### Exercise instructions
Every line of the records that holds the word "roads" should be copied.

### Excerpted records

• • • •

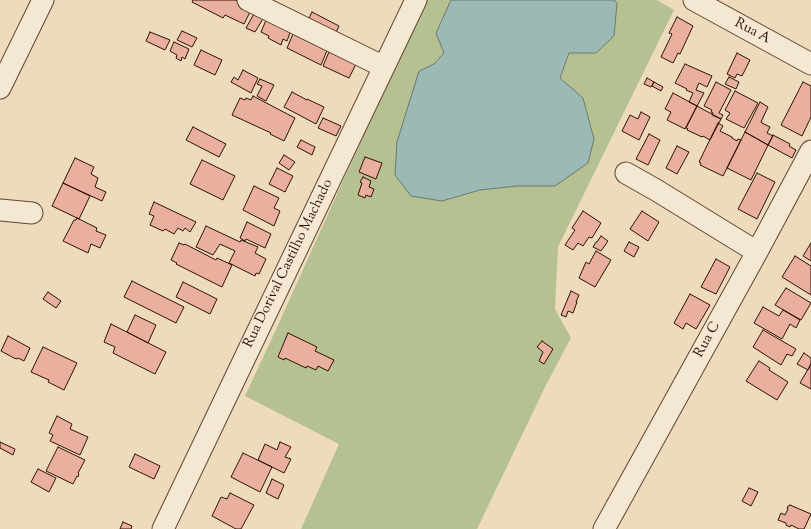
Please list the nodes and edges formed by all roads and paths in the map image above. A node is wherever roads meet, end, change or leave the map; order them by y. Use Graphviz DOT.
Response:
graph roads {
  1 [pos="42,0"];
  2 [pos="248,0"];
  3 [pos="416,0"];
  4 [pos="694,0"];
  5 [pos="811,64"];
  6 [pos="384,67"];
  7 [pos="0,88"];
  8 [pos="811,151"];
  9 [pos="626,173"];
  10 [pos="0,210"];
  11 [pos="32,213"];
  12 [pos="757,252"];
  13 [pos="162,529"];
  14 [pos="604,529"];
  1 -- 7 [label="street"];
  2 -- 6 [label="street"];
  3 -- 6 [label="street, Rua Dorival Castilho Machado"];
  4 -- 5 [label="street, Rua A"];
  6 -- 13 [label="street, Rua Dorival Castilho Machado"];
  8 -- 12 [label="street, Rua C"];
  9 -- 12 [label="street"];
  10 -- 11 [label="street"];
  12 -- 14 [label="street, Rua C"];
}
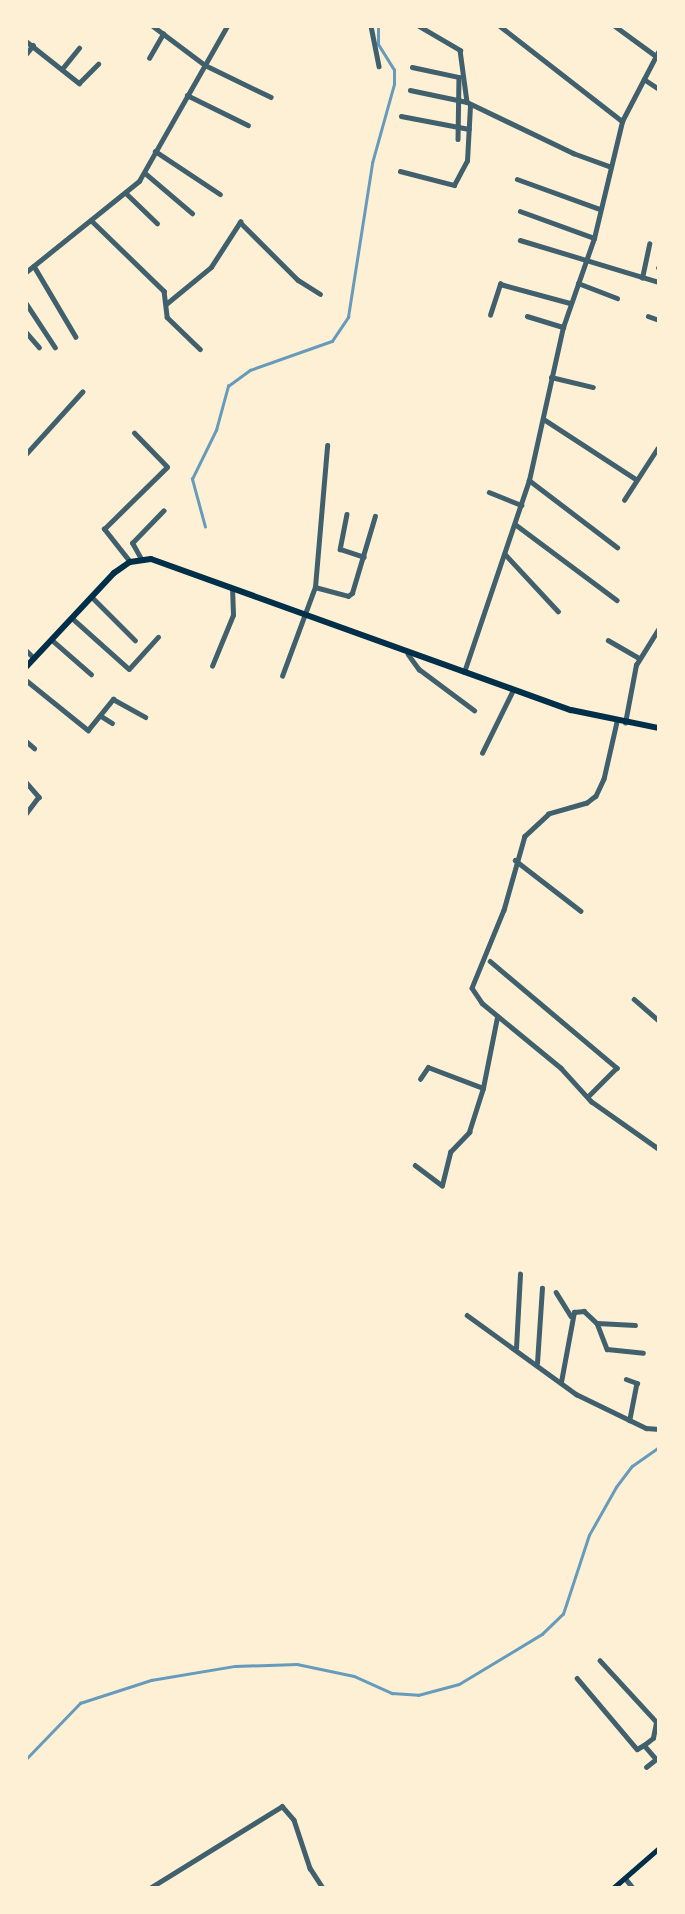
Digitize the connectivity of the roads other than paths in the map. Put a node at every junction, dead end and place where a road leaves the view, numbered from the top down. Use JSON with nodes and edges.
{"nodes":[{"id":1,"x":153,"y":26,"type":"edge"},
{"id":2,"x":227,"y":26,"type":"edge"},
{"id":3,"x":372,"y":26,"type":"edge"},
{"id":4,"x":419,"y":26,"type":"edge"},
{"id":5,"x":500,"y":26,"type":"edge"},
{"id":6,"x":615,"y":26,"type":"edge"},
{"id":7,"x":163,"y":34,"type":"junction"},
{"id":8,"x":26,"y":41,"type":"edge"},
{"id":9,"x":33,"y":45,"type":"junction"},
{"id":10,"x":79,"y":48,"type":"dead end"},
{"id":11,"x":657,"y":53,"type":"edge"},
{"id":12,"x":26,"y":54,"type":"edge"},
{"id":13,"x":149,"y":58,"type":"dead end"},
{"id":14,"x":98,"y":64,"type":"dead end"},
{"id":15,"x":205,"y":65,"type":"junction"},
{"id":16,"x":380,"y":66,"type":"dead end"},
{"id":17,"x":412,"y":67,"type":"dead end"},
{"id":18,"x":62,"y":69,"type":"junction"},
{"id":19,"x":644,"y":79,"type":"junction"},
{"id":20,"x":659,"y":89,"type":"edge"},
{"id":21,"x":410,"y":90,"type":"dead end"},
{"id":22,"x":187,"y":95,"type":"junction"},
{"id":23,"x":271,"y":97,"type":"dead end"},
{"id":24,"x":461,"y":100,"type":"junction"},
{"id":25,"x":469,"y":104,"type":"junction"},
{"id":26,"x":401,"y":116,"type":"dead end"},
{"id":27,"x":622,"y":121,"type":"junction"},
{"id":28,"x":248,"y":125,"type":"dead end"},
{"id":29,"x":457,"y":127,"type":"junction"},
{"id":30,"x":469,"y":129,"type":"junction"},
{"id":31,"x":458,"y":139,"type":"dead end"},
{"id":32,"x":155,"y":151,"type":"junction"},
{"id":33,"x":609,"y":166,"type":"junction"},
{"id":34,"x":400,"y":171,"type":"dead end"},
{"id":35,"x":145,"y":173,"type":"junction"},
{"id":36,"x":516,"y":179,"type":"dead end"},
{"id":37,"x":127,"y":194,"type":"junction"},
{"id":38,"x":220,"y":194,"type":"dead end"},
{"id":39,"x":600,"y":209,"type":"junction"},
{"id":40,"x":520,"y":211,"type":"dead end"},
{"id":41,"x":192,"y":213,"type":"dead end"},
{"id":42,"x":91,"y":220,"type":"junction"},
{"id":43,"x":157,"y":223,"type":"dead end"},
{"id":44,"x":594,"y":238,"type":"junction"},
{"id":45,"x":520,"y":240,"type":"dead end"},
{"id":46,"x":649,"y":244,"type":"dead end"},
{"id":47,"x":586,"y":261,"type":"junction"},
{"id":48,"x":34,"y":266,"type":"junction"},
{"id":49,"x":26,"y":272,"type":"edge"},
{"id":50,"x":642,"y":278,"type":"junction"},
{"id":51,"x":659,"y":282,"type":"edge"},
{"id":52,"x":578,"y":283,"type":"junction"},
{"id":53,"x":320,"y":294,"type":"dead end"},
{"id":54,"x":617,"y":298,"type":"dead end"},
{"id":55,"x":26,"y":303,"type":"edge"},
{"id":56,"x":570,"y":303,"type":"junction"},
{"id":57,"x":166,"y":304,"type":"junction"},
{"id":58,"x":490,"y":315,"type":"dead end"},
{"id":59,"x":527,"y":316,"type":"dead end"},
{"id":60,"x":649,"y":316,"type":"dead end"},
{"id":61,"x":659,"y":320,"type":"edge"},
{"id":62,"x":563,"y":327,"type":"junction"},
{"id":63,"x":26,"y":332,"type":"edge"},
{"id":64,"x":76,"y":337,"type":"dead end"},
{"id":65,"x":39,"y":347,"type":"dead end"},
{"id":66,"x":55,"y":347,"type":"dead end"},
{"id":67,"x":200,"y":349,"type":"dead end"},
{"id":68,"x":550,"y":376,"type":"junction"},
{"id":69,"x":593,"y":387,"type":"dead end"},
{"id":70,"x":82,"y":392,"type":"dead end"},
{"id":71,"x":545,"y":420,"type":"junction"},
{"id":72,"x":134,"y":433,"type":"dead end"},
{"id":73,"x":327,"y":446,"type":"dead end"},
{"id":74,"x":657,"y":449,"type":"dead end"},
{"id":75,"x":26,"y":454,"type":"edge"},
{"id":76,"x":636,"y":479,"type":"junction"},
{"id":77,"x":528,"y":480,"type":"junction"},
{"id":78,"x":489,"y":492,"type":"dead end"},
{"id":79,"x":624,"y":500,"type":"dead end"},
{"id":80,"x":520,"y":505,"type":"junction"},
{"id":81,"x":163,"y":511,"type":"dead end"},
{"id":82,"x":346,"y":514,"type":"dead end"},
{"id":83,"x":375,"y":516,"type":"dead end"},
{"id":84,"x":515,"y":524,"type":"junction"},
{"id":85,"x":617,"y":547,"type":"dead end"},
{"id":86,"x":505,"y":554,"type":"junction"},
{"id":87,"x":364,"y":557,"type":"junction"},
{"id":88,"x":141,"y":559,"type":"junction"},
{"id":89,"x":130,"y":562,"type":"junction"},
{"id":90,"x":316,"y":587,"type":"junction"},
{"id":91,"x":232,"y":590,"type":"junction"},
{"id":92,"x":92,"y":596,"type":"junction"},
{"id":93,"x":617,"y":600,"type":"dead end"},
{"id":94,"x":558,"y":611,"type":"dead end"},
{"id":95,"x":304,"y":616,"type":"junction"},
{"id":96,"x":72,"y":618,"type":"junction"},
{"id":97,"x":659,"y":628,"type":"edge"},
{"id":98,"x":159,"y":637,"type":"dead end"},
{"id":99,"x":608,"y":639,"type":"dead end"},
{"id":100,"x":51,"y":640,"type":"junction"},
{"id":101,"x":135,"y":640,"type":"dead end"},
{"id":102,"x":26,"y":650,"type":"edge"},
{"id":103,"x":408,"y":654,"type":"junction"},
{"id":104,"x":34,"y":658,"type":"junction"},
{"id":105,"x":639,"y":658,"type":"junction"},
{"id":106,"x":212,"y":666,"type":"dead end"},
{"id":107,"x":26,"y":667,"type":"edge"},
{"id":108,"x":464,"y":672,"type":"junction"},
{"id":109,"x":90,"y":674,"type":"dead end"},
{"id":110,"x":282,"y":676,"type":"dead end"},
{"id":111,"x":26,"y":680,"type":"edge"},
{"id":112,"x":513,"y":690,"type":"junction"},
{"id":113,"x":474,"y":710,"type":"dead end"},
{"id":114,"x":101,"y":716,"type":"junction"},
{"id":115,"x":145,"y":717,"type":"dead end"},
{"id":116,"x":617,"y":722,"type":"junction"},
{"id":117,"x":113,"y":723,"type":"dead end"},
{"id":118,"x":625,"y":724,"type":"junction"},
{"id":119,"x":659,"y":728,"type":"edge"},
{"id":120,"x":26,"y":741,"type":"edge"},
{"id":121,"x":34,"y":748,"type":"dead end"},
{"id":122,"x":482,"y":753,"type":"dead end"},
{"id":123,"x":26,"y":782,"type":"edge"},
{"id":124,"x":26,"y":814,"type":"edge"},
{"id":125,"x":515,"y":860,"type":"junction"},
{"id":126,"x":581,"y":911,"type":"dead end"},
{"id":127,"x":489,"y":961,"type":"dead end"},
{"id":128,"x":634,"y":999,"type":"dead end"},
{"id":129,"x":497,"y":1017,"type":"junction"},
{"id":130,"x":659,"y":1021,"type":"edge"},
{"id":131,"x":420,"y":1079,"type":"dead end"},
{"id":132,"x":483,"y":1088,"type":"junction"},
{"id":133,"x":588,"y":1097,"type":"junction"},
{"id":134,"x":659,"y":1149,"type":"edge"},
{"id":135,"x":415,"y":1165,"type":"dead end"},
{"id":136,"x":520,"y":1274,"type":"dead end"},
{"id":137,"x":541,"y":1288,"type":"dead end"},
{"id":138,"x":556,"y":1292,"type":"dead end"},
{"id":139,"x":467,"y":1315,"type":"dead end"},
{"id":140,"x":571,"y":1316,"type":"junction"},
{"id":141,"x":597,"y":1323,"type":"junction"},
{"id":142,"x":635,"y":1325,"type":"dead end"},
{"id":143,"x":516,"y":1348,"type":"junction"},
{"id":144,"x":643,"y":1353,"type":"dead end"},
{"id":145,"x":537,"y":1364,"type":"junction"},
{"id":146,"x":626,"y":1379,"type":"dead end"},
{"id":147,"x":561,"y":1382,"type":"junction"},
{"id":148,"x":629,"y":1420,"type":"junction"},
{"id":149,"x":659,"y":1429,"type":"edge"},
{"id":150,"x":600,"y":1661,"type":"dead end"},
{"id":151,"x":577,"y":1678,"type":"dead end"},
{"id":152,"x":645,"y":1745,"type":"junction"},
{"id":153,"x":657,"y":1758,"type":"edge"},
{"id":154,"x":646,"y":1768,"type":"dead end"},
{"id":155,"x":659,"y":1848,"type":"edge"},
{"id":156,"x":625,"y":1878,"type":"junction"},
{"id":157,"x":150,"y":1888,"type":"edge"},
{"id":158,"x":323,"y":1888,"type":"edge"},
{"id":159,"x":613,"y":1888,"type":"edge"},
{"id":160,"x":633,"y":1888,"type":"edge"}],
"edges":[{"from":1,"to":7,"type":"street"},
{"from":2,"to":15,"type":"street"},
{"from":3,"to":16,"type":"street"},
{"from":4,"to":25,"type":"street"},
{"from":5,"to":27,"type":"street"},
{"from":6,"to":11,"type":"street"},
{"from":7,"to":13,"type":"street"},
{"from":7,"to":15,"type":"street"},
{"from":8,"to":9,"type":"street"},
{"from":9,"to":12,"type":"street"},
{"from":9,"to":18,"type":"street"},
{"from":10,"to":18,"type":"street"},
{"from":11,"to":19,"type":"street"},
{"from":14,"to":18,"type":"street"},
{"from":15,"to":22,"type":"street"},
{"from":15,"to":23,"type":"street"},
{"from":17,"to":24,"type":"street"},
{"from":19,"to":20,"type":"street"},
{"from":19,"to":27,"type":"street"},
{"from":21,"to":24,"type":"street"},
{"from":22,"to":28,"type":"street"},
{"from":22,"to":32,"type":"street"},
{"from":24,"to":25,"type":"street"},
{"from":24,"to":29,"type":"street"},
{"from":25,"to":30,"type":"street"},
{"from":25,"to":33,"type":"street"},
{"from":26,"to":29,"type":"street"},
{"from":27,"to":33,"type":"street"},
{"from":29,"to":30,"type":"street"},
{"from":29,"to":31,"type":"street"},
{"from":30,"to":34,"type":"street"},
{"from":32,"to":35,"type":"street"},
{"from":32,"to":38,"type":"street"},
{"from":33,"to":39,"type":"street"},
{"from":35,"to":37,"type":"street"},
{"from":35,"to":41,"type":"street"},
{"from":36,"to":39,"type":"street"},
{"from":37,"to":42,"type":"street"},
{"from":37,"to":43,"type":"street"},
{"from":39,"to":44,"type":"street"},
{"from":40,"to":44,"type":"street"},
{"from":42,"to":48,"type":"street"},
{"from":42,"to":57,"type":"street"},
{"from":44,"to":47,"type":"street"},
{"from":45,"to":47,"type":"street"},
{"from":46,"to":50,"type":"street"},
{"from":47,"to":50,"type":"street"},
{"from":47,"to":52,"type":"street"},
{"from":48,"to":49,"type":"street"},
{"from":48,"to":64,"type":"street"},
{"from":50,"to":51,"type":"street"},
{"from":52,"to":54,"type":"street"},
{"from":52,"to":56,"type":"street"},
{"from":53,"to":57,"type":"street"},
{"from":55,"to":66,"type":"street"},
{"from":56,"to":58,"type":"street"},
{"from":56,"to":62,"type":"street"},
{"from":57,"to":67,"type":"street"},
{"from":59,"to":62,"type":"street"},
{"from":60,"to":61,"type":"street"},
{"from":62,"to":68,"type":"street"},
{"from":63,"to":65,"type":"street"},
{"from":68,"to":69,"type":"street"},
{"from":68,"to":71,"type":"street"},
{"from":70,"to":75,"type":"street"},
{"from":71,"to":76,"type":"street"},
{"from":71,"to":77,"type":"street"},
{"from":72,"to":89,"type":"street"},
{"from":73,"to":90,"type":"street"},
{"from":74,"to":76,"type":"street"},
{"from":76,"to":79,"type":"street"},
{"from":77,"to":80,"type":"street"},
{"from":77,"to":85,"type":"street"},
{"from":78,"to":80,"type":"street"},
{"from":80,"to":84,"type":"street"},
{"from":81,"to":88,"type":"street"},
{"from":82,"to":87,"type":"street"},
{"from":83,"to":87,"type":"street"},
{"from":84,"to":86,"type":"street"},
{"from":84,"to":93,"type":"street"},
{"from":86,"to":94,"type":"street"},
{"from":86,"to":108,"type":"street"},
{"from":87,"to":90,"type":"street"},
{"from":88,"to":89,"type":"main road"},
{"from":88,"to":91,"type":"main road"},
{"from":89,"to":92,"type":"main road"},
{"from":90,"to":95,"type":"street"},
{"from":91,"to":95,"type":"main road"},
{"from":91,"to":106,"type":"street"},
{"from":92,"to":96,"type":"main road"},
{"from":92,"to":101,"type":"street"},
{"from":95,"to":103,"type":"main road"},
{"from":95,"to":110,"type":"street"},
{"from":96,"to":98,"type":"street"},
{"from":96,"to":100,"type":"main road"},
{"from":97,"to":105,"type":"street"},
{"from":99,"to":105,"type":"street"},
{"from":100,"to":104,"type":"main road"},
{"from":100,"to":109,"type":"street"},
{"from":102,"to":104,"type":"street"},
{"from":103,"to":108,"type":"main road"},
{"from":103,"to":113,"type":"street"},
{"from":104,"to":107,"type":"main road"},
{"from":105,"to":118,"type":"street"},
{"from":108,"to":112,"type":"main road"},
{"from":111,"to":114,"type":"street"},
{"from":112,"to":116,"type":"main road"},
{"from":112,"to":122,"type":"street"},
{"from":114,"to":115,"type":"street"},
{"from":114,"to":117,"type":"street"},
{"from":116,"to":118,"type":"main road"},
{"from":116,"to":125,"type":"street"},
{"from":118,"to":119,"type":"main road"},
{"from":120,"to":121,"type":"street"},
{"from":123,"to":124,"type":"street"},
{"from":125,"to":126,"type":"street"},
{"from":125,"to":129,"type":"street"},
{"from":127,"to":133,"type":"street"},
{"from":128,"to":130,"type":"street"},
{"from":129,"to":132,"type":"street"},
{"from":129,"to":133,"type":"street"},
{"from":131,"to":132,"type":"street"},
{"from":132,"to":135,"type":"street"},
{"from":133,"to":134,"type":"street"},
{"from":136,"to":143,"type":"street"},
{"from":137,"to":145,"type":"street"},
{"from":138,"to":140,"type":"street"},
{"from":139,"to":143,"type":"street"},
{"from":140,"to":141,"type":"street"},
{"from":140,"to":147,"type":"street"},
{"from":141,"to":142,"type":"street"},
{"from":141,"to":144,"type":"street"},
{"from":143,"to":145,"type":"street"},
{"from":145,"to":147,"type":"street"},
{"from":146,"to":148,"type":"street"},
{"from":147,"to":148,"type":"street"},
{"from":148,"to":149,"type":"street"},
{"from":150,"to":152,"type":"street"},
{"from":151,"to":152,"type":"street"},
{"from":152,"to":153,"type":"street"},
{"from":153,"to":154,"type":"street"},
{"from":155,"to":156,"type":"main road"},
{"from":156,"to":159,"type":"main road"},
{"from":156,"to":160,"type":"street"},
{"from":157,"to":158,"type":"street"}]}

• • • •

### Exercise result
Please list the nodes and edges formed by all roads and paths in the map image above. A node is wherever roads meet, end, change or leave the map; order them by y. Use Graphviz DOT.
graph roads {
Digitize the connectivity of the roads other than paths in the map. Put a node at every junction, dead end and place where a road leaves the view, numbered from the top down. Use JSON with nodes and edges.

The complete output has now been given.